Omit the images, then output each of the records below exactly.

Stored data
*** Block opens ***

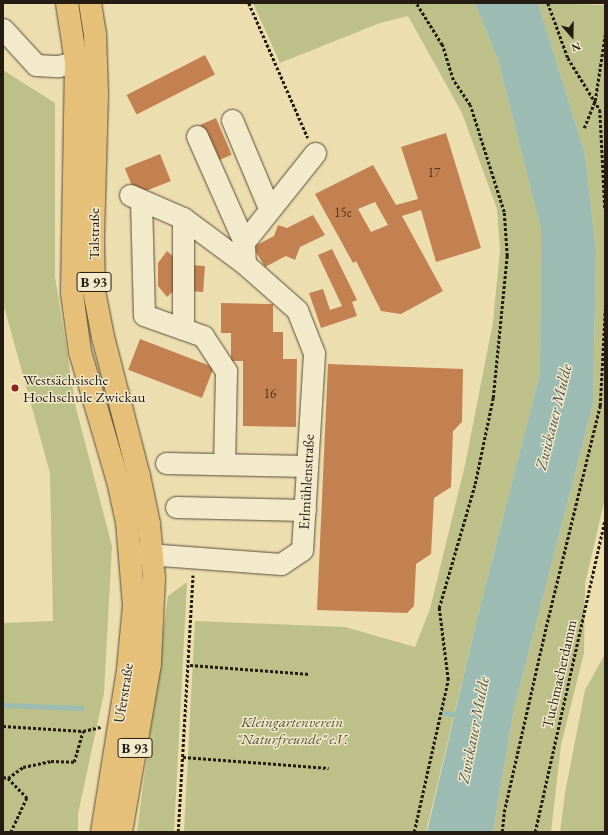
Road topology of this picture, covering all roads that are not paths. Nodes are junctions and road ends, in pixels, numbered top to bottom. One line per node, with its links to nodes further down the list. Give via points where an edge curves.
1 (68, 3): 4 (main road, Talstraße / B 93)
2 (90, 3): 19 (main road, Talstraße / B 93, via 95,33 97,94 94,291 139,476)
3 (3, 29): 4 (street, via 36,65 58,66)
4 (76, 62): 18 (main road, Talstraße / B 93, via 72,293 80,352 118,481)
5 (232, 120): 8 (street)
6 (197, 136): 10 (street)
7 (315, 153): 8 (street)
8 (269, 208): 10 (street)
9 (183, 218): 11 (street, Erlmühlenstraße); 12 (street); 12 (street, Erlmühlenstraße, via 135,197 144,315)
10 (244, 242): 11 (street)
11 (245, 264): 15 (street, Erlmühlenstraße, via 297,310 314,352)
12 (183, 329): 14 (street, via 203,336 226,371)
13 (166, 463): 14 (street)
14 (224, 464): 15 (street)
15 (307, 466): 17 (street, Erlmühlenstraße)
16 (176, 507): 17 (street)
17 (305, 510): 19 (street, Erlmühlenstraße, via 302,550 281,564)
18 (131, 552): 19 (street, Erlmühlenstraße); 20 (main road, Uferstraße / B 93, via 134,605 128,670)
19 (152, 554): 21 (main road, Uferstraße / B 93, via 155,594 150,664)
20 (102, 832)
21 (121, 832)

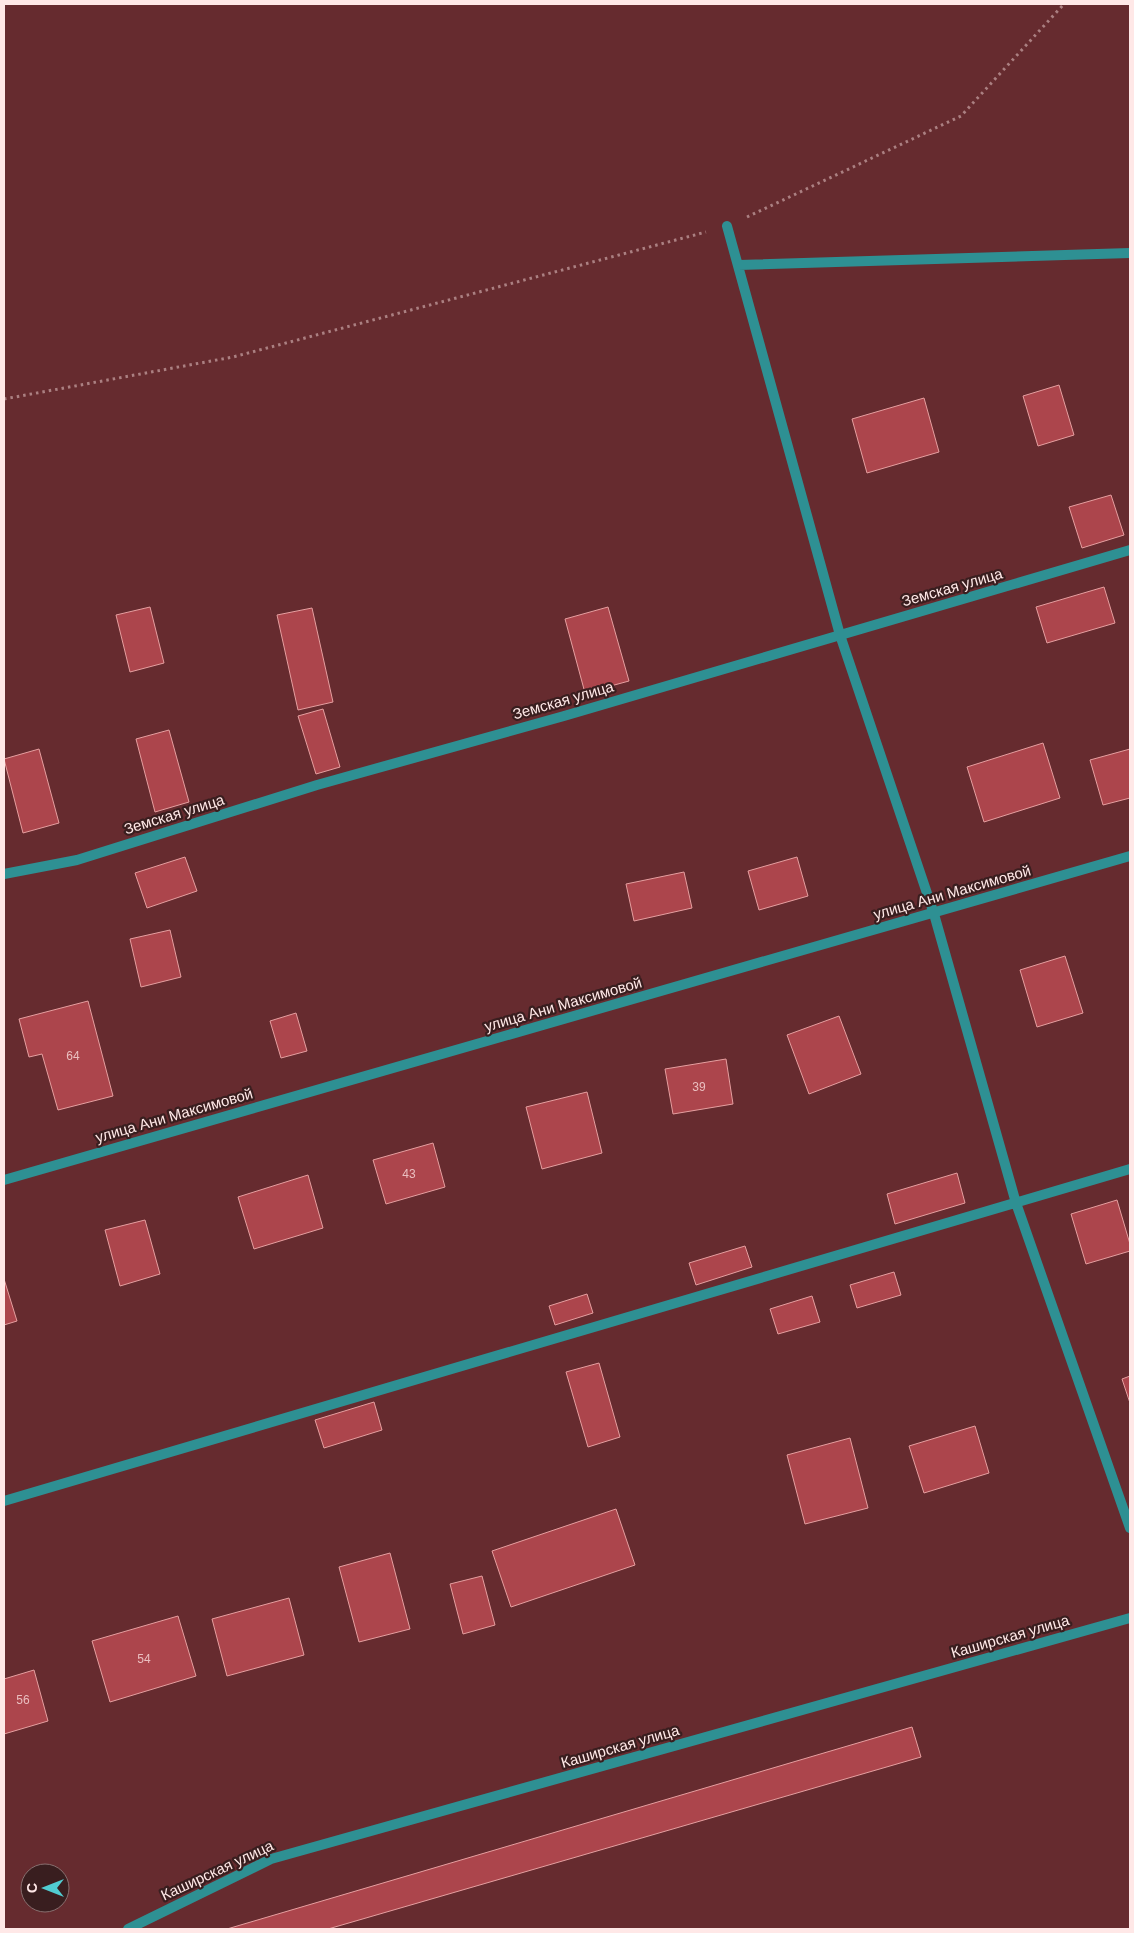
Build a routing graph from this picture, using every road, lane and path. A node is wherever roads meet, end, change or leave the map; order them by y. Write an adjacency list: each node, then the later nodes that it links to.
1 (1064, 4): 2 (path)
2 (727, 226): 4 (street); 5 (path)
3 (1130, 253): 4 (street)
4 (739, 266): 7 (street)
5 (4, 398)
6 (1130, 550): 7 (street, Земская улица)
7 (840, 635): 9 (street, Земская улица); 10 (street)
8 (1130, 856): 10 (street, улица Ани Максимовой)
9 (4, 874)
10 (934, 914): 12 (street, улица Ани Максимовой); 13 (street)
11 (1130, 1169): 13 (street)
12 (4, 1180)
13 (1016, 1202): 14 (street); 15 (street)
14 (4, 1501)
15 (1130, 1528)
16 (1130, 1618): 17 (street, Каширская улица)
17 (128, 1929)

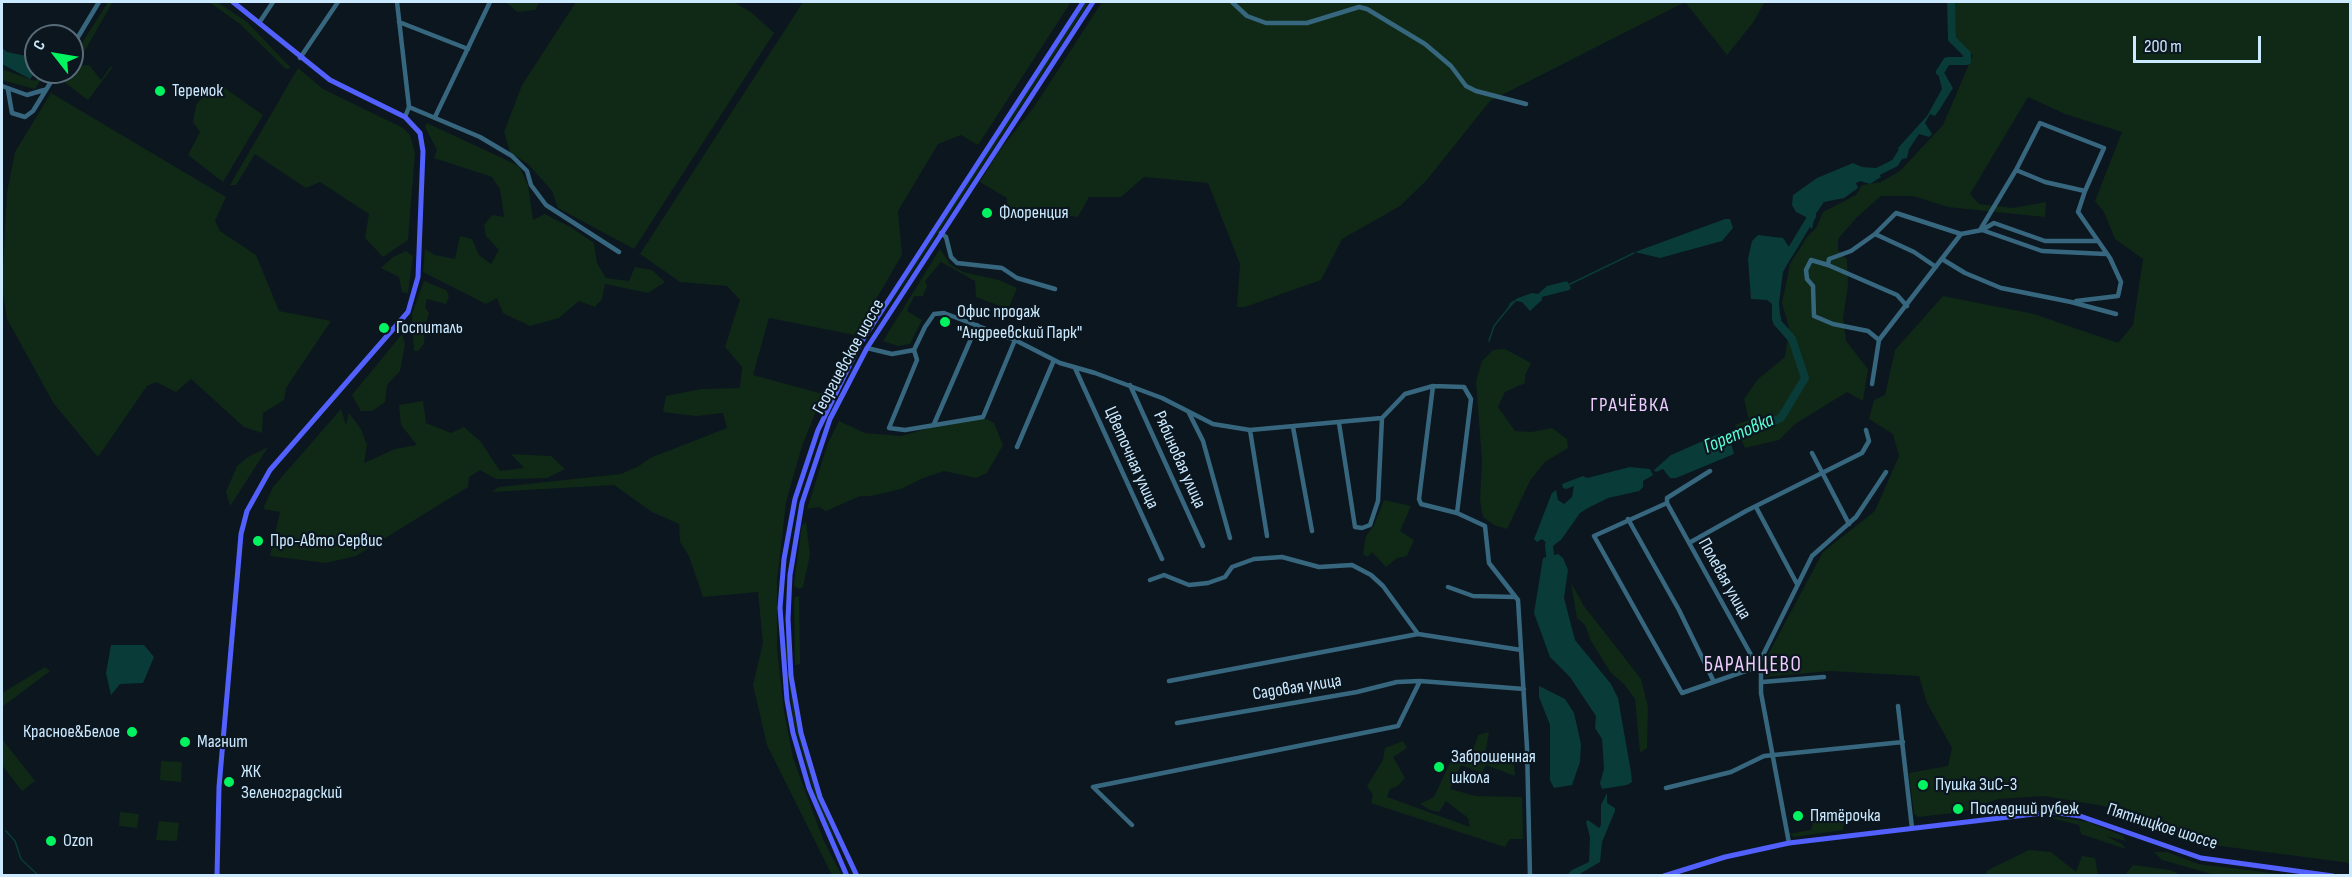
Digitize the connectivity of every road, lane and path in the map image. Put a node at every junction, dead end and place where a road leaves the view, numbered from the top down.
1 (99, 2) edge
2 (233, 2) edge
3 (273, 2) edge
4 (338, 2) edge
5 (397, 2) edge
6 (490, 2) edge
7 (1083, 2) edge
8 (1093, 2) edge
9 (1232, 2) edge
10 (399, 22) junction
11 (259, 23) junction
12 (84, 27) edge
13 (468, 49) junction
14 (300, 58) junction
15 (48, 84) edge
16 (2, 86) edge
17 (8, 90) junction
18 (44, 90) junction
19 (25, 94) junction
20 (11, 103) junction
21 (1526, 104) dead end
22 (34, 107) junction
23 (409, 107) junction
24 (405, 117) junction
25 (435, 117) junction
26 (2016, 170) junction
27 (2085, 191) junction
28 (1981, 230) junction
29 (941, 233) junction
30 (1875, 234) junction
31 (1961, 234) junction
32 (2097, 241) junction
33 (619, 252) dead end
34 (2106, 254) junction
35 (1942, 259) junction
36 (1828, 265) junction
37 (1936, 267) junction
38 (1055, 289) dead end
39 (2071, 302) junction
40 (1906, 306) junction
41 (2116, 314) dead end
42 (977, 325) junction
43 (1016, 340) junction
44 (1879, 340) junction
45 (867, 348) junction
46 (914, 350) junction
47 (1054, 360) junction
48 (1075, 368) junction
49 (1872, 384) dead end
50 (1130, 385) junction
51 (1433, 386) junction
52 (1189, 411) junction
53 (1382, 418) junction
54 (1339, 423) junction
55 (934, 424) junction
56 (1293, 427) junction
57 (1250, 430) junction
58 (1866, 430) dead end
59 (1017, 447) dead end
60 (1812, 453) dead end
61 (1710, 471) dead end
62 (1886, 472) dead end
63 (1822, 474) junction
64 (1667, 503) junction
65 (1756, 507) junction
66 (1457, 513) junction
67 (1628, 519) junction
68 (1849, 524) junction
69 (1312, 531) dead end
70 (1267, 536) dead end
71 (1230, 538) dead end
72 (1689, 543) junction
73 (1203, 546) dead end
74 (1162, 559) dead end
75 (1150, 580) dead end
76 (1797, 584) junction
77 (1448, 587) dead end
78 (1516, 597) junction
79 (1418, 634) junction
80 (1521, 650) junction
81 (1757, 667) junction
82 (1824, 677) dead end
83 (1169, 681) dead end
84 (1420, 681) junction
85 (1714, 682) junction
86 (1762, 682) junction
87 (1524, 689) junction
88 (1898, 706) dead end
89 (1177, 723) dead end
90 (1903, 742) junction
91 (1772, 755) junction
92 (1666, 788) dead end
93 (1132, 825) dead end
94 (1912, 828) junction
95 (1789, 843) junction
96 (217, 876) edge
97 (847, 876) edge
98 (857, 876) edge
99 (1530, 876) edge
100 (1664, 876) edge
101 (2333, 876) edge

1 - 12 street
2 - 11 main road
3 - 11 street
4 - 14 street
5 - 10 street
6 - 13 street
7 - 97 main road, Георгиевское шоссе
8 - 29 main road, Георгиевское шоссе
9 - 21 street
10 - 13 street
10 - 23 street
11 - 14 main road
13 - 25 street
14 - 24 main road
15 - 18 street
16 - 17 street
17 - 19 street
17 - 20 street
18 - 19 street
18 - 22 street
19 - 20 street
19 - 22 street
20 - 22 street
23 - 24 street
23 - 25 street
24 - 96 main road
25 - 33 street
26 - 27 street
26 - 27 street
26 - 28 street
27 - 32 street
28 - 31 street
28 - 32 street
28 - 34 street
29 - 38 street
29 - 45 main road, Георгиевское шоссе
30 - 31 street
30 - 36 street
30 - 37 street
31 - 35 street
32 - 34 street
34 - 39 street
35 - 37 street
35 - 39 street
36 - 40 street
36 - 44 street
37 - 40 street
39 - 41 street
40 - 44 street
42 - 43 street
42 - 46 street
42 - 55 street
43 - 47 street
43 - 55 street
44 - 49 street
45 - 46 street
45 - 98 main road, Георгиевское шоссе
46 - 55 street
47 - 48 street
47 - 59 street
48 - 50 street
48 - 74 street, Цветочная улица
50 - 52 street
50 - 73 street, Рябиновая улица
51 - 53 street
51 - 66 street
51 - 66 street
52 - 57 street
52 - 71 street
53 - 54 street
53 - 54 street
54 - 56 street
56 - 57 street
56 - 69 street
57 - 70 street
58 - 63 street
60 - 63 street
61 - 64 street
62 - 68 street
63 - 65 street
63 - 68 street
64 - 67 street
64 - 72 street, Полевая улица
65 - 72 street
65 - 76 street
66 - 78 street
67 - 85 street
67 - 85 street
68 - 76 street
72 - 81 street, Полевая улица
75 - 79 street
76 - 81 street
77 - 78 street
78 - 80 street
79 - 80 street
79 - 83 street
80 - 87 street
81 - 85 street
81 - 86 street, Полевая улица
82 - 86 street
84 - 87 street, Садовая улица
84 - 89 street, Садовая улица
84 - 93 street
86 - 91 street, Полевая улица
87 - 99 street
88 - 90 street
90 - 91 street
90 - 94 street
91 - 92 street
91 - 95 street, Полевая улица
94 - 95 main road, Пятницкое шоссе
94 - 101 main road, Пятницкое шоссе
95 - 100 main road, Пятницкое шоссе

*** Block closes ***

**EXPECTED ANSWER**:
Road topology of this picture, covering all roads that are not paths. Nodes are junctions and road ends, in pixels, numbered top to bottom. One line per node, with its links to nodes further down the list. Give via points where an edge curves.
1 (68, 3): 4 (main road, Talstraße / B 93)
2 (90, 3): 19 (main road, Talstraße / B 93, via 95,33 97,94 94,291 139,476)
3 (3, 29): 4 (street, via 36,65 58,66)
4 (76, 62): 18 (main road, Talstraße / B 93, via 72,293 80,352 118,481)
5 (232, 120): 8 (street)
6 (197, 136): 10 (street)
7 (315, 153): 8 (street)
8 (269, 208): 10 (street)
9 (183, 218): 11 (street, Erlmühlenstraße); 12 (street); 12 (street, Erlmühlenstraße, via 135,197 144,315)
10 (244, 242): 11 (street)
11 (245, 264): 15 (street, Erlmühlenstraße, via 297,310 314,352)
12 (183, 329): 14 (street, via 203,336 226,371)
13 (166, 463): 14 (street)
14 (224, 464): 15 (street)
15 (307, 466): 17 (street, Erlmühlenstraße)
16 (176, 507): 17 (street)
17 (305, 510): 19 (street, Erlmühlenstraße, via 302,550 281,564)
18 (131, 552): 19 (street, Erlmühlenstraße); 20 (main road, Uferstraße / B 93, via 134,605 128,670)
19 (152, 554): 21 (main road, Uferstraße / B 93, via 155,594 150,664)
20 (102, 832)
21 (121, 832)

Build a routing graph from this picture, using every road, lane and path. A node is wherever roads meet, end, change or leave the map; order them by y. Write an adjacency list: each node, then the later nodes that it links to.
1 (1064, 4): 2 (path)
2 (727, 226): 4 (street); 5 (path)
3 (1130, 253): 4 (street)
4 (739, 266): 7 (street)
5 (4, 398)
6 (1130, 550): 7 (street, Земская улица)
7 (840, 635): 9 (street, Земская улица); 10 (street)
8 (1130, 856): 10 (street, улица Ани Максимовой)
9 (4, 874)
10 (934, 914): 12 (street, улица Ани Максимовой); 13 (street)
11 (1130, 1169): 13 (street)
12 (4, 1180)
13 (1016, 1202): 14 (street); 15 (street)
14 (4, 1501)
15 (1130, 1528)
16 (1130, 1618): 17 (street, Каширская улица)
17 (128, 1929)

Digitize the connectivity of every road, lane and path in the map image. Put a node at every junction, dead end and place where a road leaves the view, numbered from the top down.
1 (99, 2) edge
2 (233, 2) edge
3 (273, 2) edge
4 (338, 2) edge
5 (397, 2) edge
6 (490, 2) edge
7 (1083, 2) edge
8 (1093, 2) edge
9 (1232, 2) edge
10 (399, 22) junction
11 (259, 23) junction
12 (84, 27) edge
13 (468, 49) junction
14 (300, 58) junction
15 (48, 84) edge
16 (2, 86) edge
17 (8, 90) junction
18 (44, 90) junction
19 (25, 94) junction
20 (11, 103) junction
21 (1526, 104) dead end
22 (34, 107) junction
23 (409, 107) junction
24 (405, 117) junction
25 (435, 117) junction
26 (2016, 170) junction
27 (2085, 191) junction
28 (1981, 230) junction
29 (941, 233) junction
30 (1875, 234) junction
31 (1961, 234) junction
32 (2097, 241) junction
33 (619, 252) dead end
34 (2106, 254) junction
35 (1942, 259) junction
36 (1828, 265) junction
37 (1936, 267) junction
38 (1055, 289) dead end
39 (2071, 302) junction
40 (1906, 306) junction
41 (2116, 314) dead end
42 (977, 325) junction
43 (1016, 340) junction
44 (1879, 340) junction
45 (867, 348) junction
46 (914, 350) junction
47 (1054, 360) junction
48 (1075, 368) junction
49 (1872, 384) dead end
50 (1130, 385) junction
51 (1433, 386) junction
52 (1189, 411) junction
53 (1382, 418) junction
54 (1339, 423) junction
55 (934, 424) junction
56 (1293, 427) junction
57 (1250, 430) junction
58 (1866, 430) dead end
59 (1017, 447) dead end
60 (1812, 453) dead end
61 (1710, 471) dead end
62 (1886, 472) dead end
63 (1822, 474) junction
64 (1667, 503) junction
65 (1756, 507) junction
66 (1457, 513) junction
67 (1628, 519) junction
68 (1849, 524) junction
69 (1312, 531) dead end
70 (1267, 536) dead end
71 (1230, 538) dead end
72 (1689, 543) junction
73 (1203, 546) dead end
74 (1162, 559) dead end
75 (1150, 580) dead end
76 (1797, 584) junction
77 (1448, 587) dead end
78 (1516, 597) junction
79 (1418, 634) junction
80 (1521, 650) junction
81 (1757, 667) junction
82 (1824, 677) dead end
83 (1169, 681) dead end
84 (1420, 681) junction
85 (1714, 682) junction
86 (1762, 682) junction
87 (1524, 689) junction
88 (1898, 706) dead end
89 (1177, 723) dead end
90 (1903, 742) junction
91 (1772, 755) junction
92 (1666, 788) dead end
93 (1132, 825) dead end
94 (1912, 828) junction
95 (1789, 843) junction
96 (217, 876) edge
97 (847, 876) edge
98 (857, 876) edge
99 (1530, 876) edge
100 (1664, 876) edge
101 (2333, 876) edge

1 - 12 street
2 - 11 main road
3 - 11 street
4 - 14 street
5 - 10 street
6 - 13 street
7 - 97 main road, Георгиевское шоссе
8 - 29 main road, Георгиевское шоссе
9 - 21 street
10 - 13 street
10 - 23 street
11 - 14 main road
13 - 25 street
14 - 24 main road
15 - 18 street
16 - 17 street
17 - 19 street
17 - 20 street
18 - 19 street
18 - 22 street
19 - 20 street
19 - 22 street
20 - 22 street
23 - 24 street
23 - 25 street
24 - 96 main road
25 - 33 street
26 - 27 street
26 - 27 street
26 - 28 street
27 - 32 street
28 - 31 street
28 - 32 street
28 - 34 street
29 - 38 street
29 - 45 main road, Георгиевское шоссе
30 - 31 street
30 - 36 street
30 - 37 street
31 - 35 street
32 - 34 street
34 - 39 street
35 - 37 street
35 - 39 street
36 - 40 street
36 - 44 street
37 - 40 street
39 - 41 street
40 - 44 street
42 - 43 street
42 - 46 street
42 - 55 street
43 - 47 street
43 - 55 street
44 - 49 street
45 - 46 street
45 - 98 main road, Георгиевское шоссе
46 - 55 street
47 - 48 street
47 - 59 street
48 - 50 street
48 - 74 street, Цветочная улица
50 - 52 street
50 - 73 street, Рябиновая улица
51 - 53 street
51 - 66 street
51 - 66 street
52 - 57 street
52 - 71 street
53 - 54 street
53 - 54 street
54 - 56 street
56 - 57 street
56 - 69 street
57 - 70 street
58 - 63 street
60 - 63 street
61 - 64 street
62 - 68 street
63 - 65 street
63 - 68 street
64 - 67 street
64 - 72 street, Полевая улица
65 - 72 street
65 - 76 street
66 - 78 street
67 - 85 street
67 - 85 street
68 - 76 street
72 - 81 street, Полевая улица
75 - 79 street
76 - 81 street
77 - 78 street
78 - 80 street
79 - 80 street
79 - 83 street
80 - 87 street
81 - 85 street
81 - 86 street, Полевая улица
82 - 86 street
84 - 87 street, Садовая улица
84 - 89 street, Садовая улица
84 - 93 street
86 - 91 street, Полевая улица
87 - 99 street
88 - 90 street
90 - 91 street
90 - 94 street
91 - 92 street
91 - 95 street, Полевая улица
94 - 95 main road, Пятницкое шоссе
94 - 101 main road, Пятницкое шоссе
95 - 100 main road, Пятницкое шоссе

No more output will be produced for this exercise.